BOLIVIAN police used tear gas and rubber bullets to keep striking workers away from the Congress building on Tuesday during an eighth day of anti-austerity demonstrations.
Miners launched fireworks at police and let off of sticks of dynamite during the battle against the elimination of decades-old fuel subsidies and other neoliberal measures by new President Rodrigo Paz.
Petrol prices have risen by 86 per cent and diesel is up by 162 per cent, following the scrapping of the subsidies under Decree 5503.
The Bolivian Workers Centre (COB) union bloc is planning to intensify protests in the coming week, following a unity agreement between miners, peasants, factory workers and teachers that was signed on Sunday.
Coalfield women’s group Conacmin has also vowed to join the strike.

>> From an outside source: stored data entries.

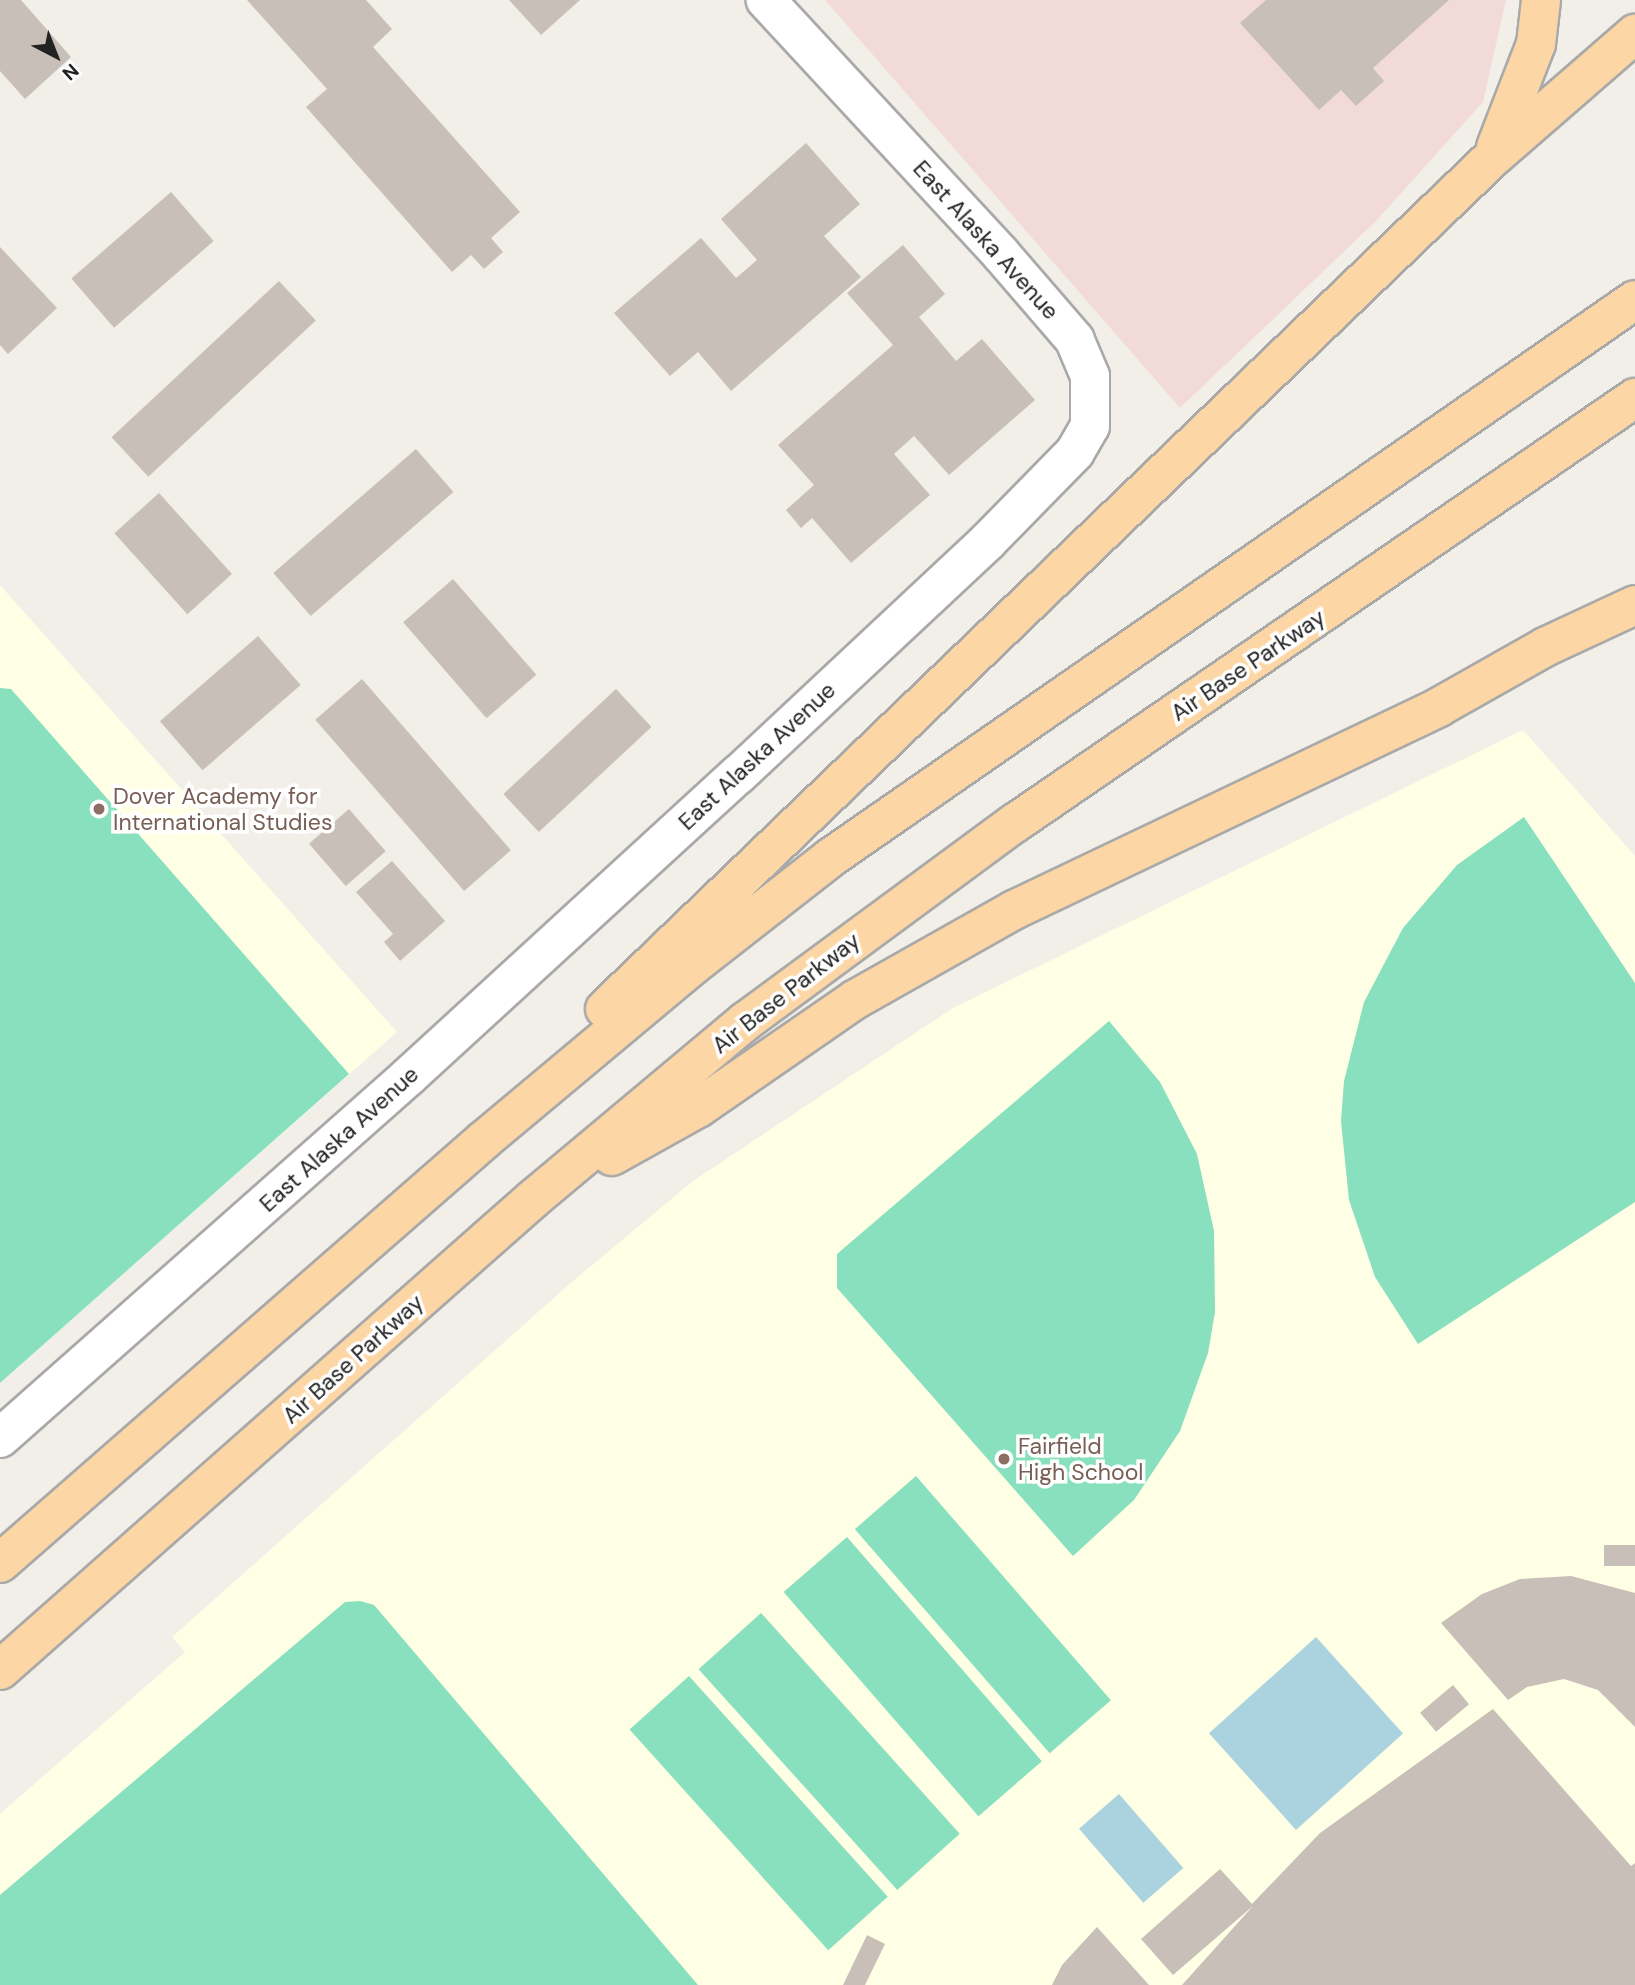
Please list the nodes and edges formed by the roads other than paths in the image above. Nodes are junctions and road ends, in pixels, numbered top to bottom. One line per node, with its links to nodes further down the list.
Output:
1 (766, 0): 10 (street, East Alaska Avenue)
2 (1541, 0): 4 (main road)
3 (1635, 34): 4 (main road)
4 (1491, 159): 8 (main road)
5 (1635, 300): 8 (main road)
6 (1635, 398): 9 (main road, Air Base Parkway)
7 (1635, 605): 9 (main road)
8 (484, 1140): 11 (main road)
9 (533, 1199): 12 (main road, Air Base Parkway)
10 (0, 1438)
11 (0, 1563)
12 (0, 1670)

Workers’ ire rose after the Paz government insisted that it would not modify “a single article” of 5503.
The decree also gives the central bank the green light to borrow money without the approval of Bolivia’s legislature.
COB second secretary Jose Choque said at least 101 of the 121 articles in the decree were unconstitutional.
He said workers would begin setting up hunger strike pickets across the country, while a strike committee and mobilisation committee would being work in the new year.
Paz, who campaigned on a programme of “capitalism for all” and closer ties to the US, took office in November after two decades of Movement for Socialism government.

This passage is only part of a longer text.